Beauty is in the eye of the beholder. But in case of Bell’s Moto-3 helmet produced in the seventies, few would argue that this is one of the best looking lids you can put on your coconut. So probably some of you have, like the author of this article, already checked at e-bay what it takes to get one of these vintage dirt helmets. After an initial surprise about the availability of these old gems comes the letdown. Prices start from 250 USD for an f…..-up specimen looking as if it was used as a ball in an elephant-soccer game (you think I made that up, don’t you? Watch this). And that’s only before you start spending hundreds and hundreds for the restoration of the thing. So you might end up with a sharp-looking yet nevertheless 40-year-old helmet. Materials and manufacturing processes in those days were quite different from today’s standards so one might suggest you avoid crashing cause no one knows (or lives to tell) how these materials behave in case of an accident. We’ve all seen the images of a dropped melon and I assume most of us aren’t too keen to be that melon.

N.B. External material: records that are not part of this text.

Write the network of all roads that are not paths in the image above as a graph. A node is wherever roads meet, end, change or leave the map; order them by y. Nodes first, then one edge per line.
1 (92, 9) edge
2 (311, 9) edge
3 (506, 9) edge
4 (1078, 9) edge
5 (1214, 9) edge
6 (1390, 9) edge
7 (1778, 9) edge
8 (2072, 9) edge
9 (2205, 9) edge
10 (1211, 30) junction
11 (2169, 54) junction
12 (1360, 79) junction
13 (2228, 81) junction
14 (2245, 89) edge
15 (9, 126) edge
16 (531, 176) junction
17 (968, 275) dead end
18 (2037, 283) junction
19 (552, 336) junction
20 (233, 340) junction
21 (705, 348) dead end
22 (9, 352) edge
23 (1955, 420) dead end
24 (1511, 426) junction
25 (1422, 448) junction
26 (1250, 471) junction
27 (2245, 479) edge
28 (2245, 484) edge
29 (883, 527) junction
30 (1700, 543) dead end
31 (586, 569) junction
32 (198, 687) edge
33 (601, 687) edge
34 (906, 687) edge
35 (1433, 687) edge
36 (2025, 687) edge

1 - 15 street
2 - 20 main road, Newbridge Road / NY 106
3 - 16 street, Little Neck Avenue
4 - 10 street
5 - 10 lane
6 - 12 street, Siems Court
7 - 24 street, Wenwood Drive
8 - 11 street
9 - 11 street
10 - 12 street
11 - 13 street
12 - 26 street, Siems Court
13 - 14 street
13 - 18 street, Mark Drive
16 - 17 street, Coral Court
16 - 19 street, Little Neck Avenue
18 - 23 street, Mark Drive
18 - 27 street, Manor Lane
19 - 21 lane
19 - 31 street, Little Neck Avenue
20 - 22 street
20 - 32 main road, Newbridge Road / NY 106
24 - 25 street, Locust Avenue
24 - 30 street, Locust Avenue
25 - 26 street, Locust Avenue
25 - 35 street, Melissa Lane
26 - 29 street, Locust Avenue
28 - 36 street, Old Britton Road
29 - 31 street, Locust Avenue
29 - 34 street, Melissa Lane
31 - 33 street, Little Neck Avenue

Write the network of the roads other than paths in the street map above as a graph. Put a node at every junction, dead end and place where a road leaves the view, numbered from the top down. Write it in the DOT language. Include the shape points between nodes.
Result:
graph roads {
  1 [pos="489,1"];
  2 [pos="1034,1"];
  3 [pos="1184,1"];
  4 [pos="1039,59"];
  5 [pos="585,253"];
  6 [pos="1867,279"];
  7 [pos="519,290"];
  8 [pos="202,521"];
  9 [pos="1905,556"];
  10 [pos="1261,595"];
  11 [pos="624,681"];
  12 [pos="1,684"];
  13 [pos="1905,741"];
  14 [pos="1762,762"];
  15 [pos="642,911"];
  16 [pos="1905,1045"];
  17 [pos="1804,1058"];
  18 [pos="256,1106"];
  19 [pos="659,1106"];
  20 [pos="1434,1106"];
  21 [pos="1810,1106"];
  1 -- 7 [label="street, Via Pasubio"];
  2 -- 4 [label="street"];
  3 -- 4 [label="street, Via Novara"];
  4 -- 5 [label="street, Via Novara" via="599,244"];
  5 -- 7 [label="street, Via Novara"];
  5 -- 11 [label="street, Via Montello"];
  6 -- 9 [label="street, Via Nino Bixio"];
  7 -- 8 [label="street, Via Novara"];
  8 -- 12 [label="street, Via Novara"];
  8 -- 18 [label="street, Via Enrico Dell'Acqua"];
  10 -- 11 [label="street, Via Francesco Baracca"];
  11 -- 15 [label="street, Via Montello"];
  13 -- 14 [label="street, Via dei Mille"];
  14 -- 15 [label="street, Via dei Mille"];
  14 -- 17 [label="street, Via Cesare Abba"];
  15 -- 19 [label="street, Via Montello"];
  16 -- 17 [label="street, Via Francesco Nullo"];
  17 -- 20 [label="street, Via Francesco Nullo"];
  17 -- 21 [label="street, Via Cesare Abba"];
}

I guess the guys at Bell, if they don’t happen to be completely blind and deaf, noticed that their vintage helmets became very popular over the last few years. That’s why they took a step in that direction by launching the Bullitt (read a review about it HERE). No one knows why they didn’t launch a reissue of the much-loved Moto-3 but let’s assume it has something to do with safety standards and maybe profitability.
So give way to the small Italian helmet manufacturer named DMD. The guys from Bergamo attract attention for some time now with their helmets, may it be for their special paint jobs or for the vintage looks of certain models. It certainly is not a coincidence that the Rocket or the Racer look quite similar to certain vintage models from a big manufacturer.
With their brand new full face, aptly named Seventy-Five, DMD did what many among us were waiting for. The Seventy-Five looks like an exact replica of the Moto-3 with the not so negligible difference that it is made with today’s materials and safety standards. That means it is ECE as well as DOT approved, so we’re on the legal side here.
A carbon fiber-kevlar shell make that the helmet is very light, approximately 1000g. The finish of the shell is quite uneven though. Maybe this stems from the materials or the manufacturing process, but it looks kind of bumpy from certain angles.The inner lining is removable and washable and the helmet is equipped with a double D clasp. Three studs on the front allow to attach most accessories such as
visors and stuff.
The price tag for the Seventy-Five is around 370€ either in matte black, white, blue metallic or yellow in a size range from XS to XXL. It is available at any well-stocked specialist or directly here in DMD’s own online shop.
Note to all the owners of a DMD Rocket or Racer planning to put this one on their shelf too; the Seventy Five is much bigger in size than these two.
An in-depth review of the Seventy-Five on the bike will follow shortly.